In connection with any transfer or exchange of beneficial ownership interests in the Global Notes, the aggregate principal amount of the Global Notes may from time to time be increased or decreased by adjustments made on the records of the Trustee, as custodian for the Depositary or its nominee, pursuant to instructions from the Company in accordance with the Indenture, subject, in each case, to compliance with the rules and procedures of DTC, Euroclear Bank S.A./N.V. and Clearstream Banking, S.A., in each case to the extent applicable.
Global Notes may be exchanged for definitive Notes in registered, certificated form, without interest coupons, only in accordance with the provisions of the Indenture. All Notes in registered, certificated form shall bear and be subject to the applicable restrictive legend set forth on Exhibit A or Exhibit B (as applicable) hereto unless the Company determines otherwise in accordance with applicable law.
With respect to the Notes only, Section 2.02(c) of the Indenture is hereby deleted.
Section 3. Issue, Execution and Authentication. The aggregate principal amount of the 2032 Notes to be issued by the Company and authenticated and delivered under this Fourth Supplemental Indenture is initially limited to $550,000,000 and the aggregate principal amount of the 2052 Notes to be issued by the Company and authenticated and delivered under this Fourth Supplemental Indenture is initially limited to $550,000,000 (in each case, subject to increases or decreases from time to time as contemplated in Section 2).

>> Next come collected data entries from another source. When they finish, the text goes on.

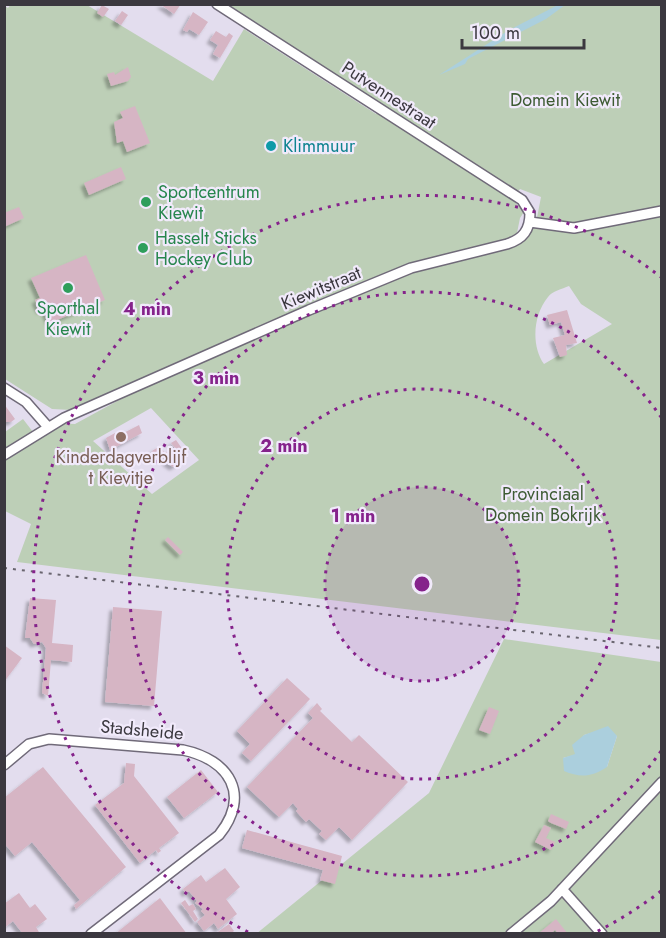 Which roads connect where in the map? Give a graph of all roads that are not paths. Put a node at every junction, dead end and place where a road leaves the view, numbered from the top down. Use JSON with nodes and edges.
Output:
{"nodes":[{"id":1,"x":217,"y":4,"type":"edge"},
{"id":2,"x":662,"y":211,"type":"edge"},
{"id":3,"x":530,"y":222,"type":"junction"},
{"id":4,"x":4,"y":388,"type":"edge"},
{"id":5,"x":48,"y":428,"type":"junction"},
{"id":6,"x":4,"y":455,"type":"edge"},
{"id":7,"x":4,"y":765,"type":"edge"},
{"id":8,"x":662,"y":782,"type":"edge"},
{"id":9,"x":562,"y":890,"type":"junction"},
{"id":10,"x":91,"y":933,"type":"edge"},
{"id":11,"x":511,"y":933,"type":"edge"},
{"id":12,"x":602,"y":933,"type":"edge"}],
"edges":[{"from":1,"to":3,"type":"street","name":"Putvennestraat"},
{"from":2,"to":3,"type":"street"},
{"from":3,"to":5,"type":"street","name":"Kiewitstraat"},
{"from":4,"to":5,"type":"street"},
{"from":5,"to":6,"type":"street","name":"Kiewitstraat"},
{"from":7,"to":10,"type":"street","name":"Stadsheide"},
{"from":8,"to":9,"type":"street"},
{"from":9,"to":11,"type":"street"},
{"from":9,"to":12,"type":"street"}]}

Notwithstanding the foregoing, after issuance of the Notes, the Company may reopen each series of Notes and issue additional notes from the same series of Notes by Board Resolution without the consent of or notification to any Holder, and any such additional notes will have the same ranking, interest rate, maturity date, redemption rights and other terms as the applicable series of Notes (except the public offering price, date of issuance and, if applicable, the initial interest payment date). Any such additional notes, together with the applicable series of Notes, will be consolidated with and constitute a single series of Debt Securities under the Indenture.
Section 4. Principal and Interest Payments; Maturity Date. (a) The 2032 Notes shall bear interest at the rate of 3.125% and the 2052 Notes shall bear interest at the rate of 3.850%, computed based on a 360-day year consisting of twelve 30-day months, from, and including, the date of issuance. Interest on the Notes will be payable semi-annually in arrears on April 1 and October 1 of each year, commencing October 1, 2022, to the Holders of the Notes as of the close of business on the immediately preceding March 15 and September 15, respectively. The principal amount of the 2032 Notes, together with all accrued and unpaid interest, shall be due and payable in full without further notice or demand on April 1, 2032, unless earlier redeemed, and the principal amount of the 2052 Notes, together with all accrued and unpaid interest, shall be due and payable in full without further notice or demand on April 1, 2052, unless earlier redeemed.
(b) Principal of and premium, if any, and interest on the Notes initially will be payable in accordance with the procedures of DTC and its participants in effect from time to time. The Notes will be exchangeable and transfers of the Notes will be registrable, subject to the limitations provided in the Indenture, at the principal corporate trust office of the Trustee.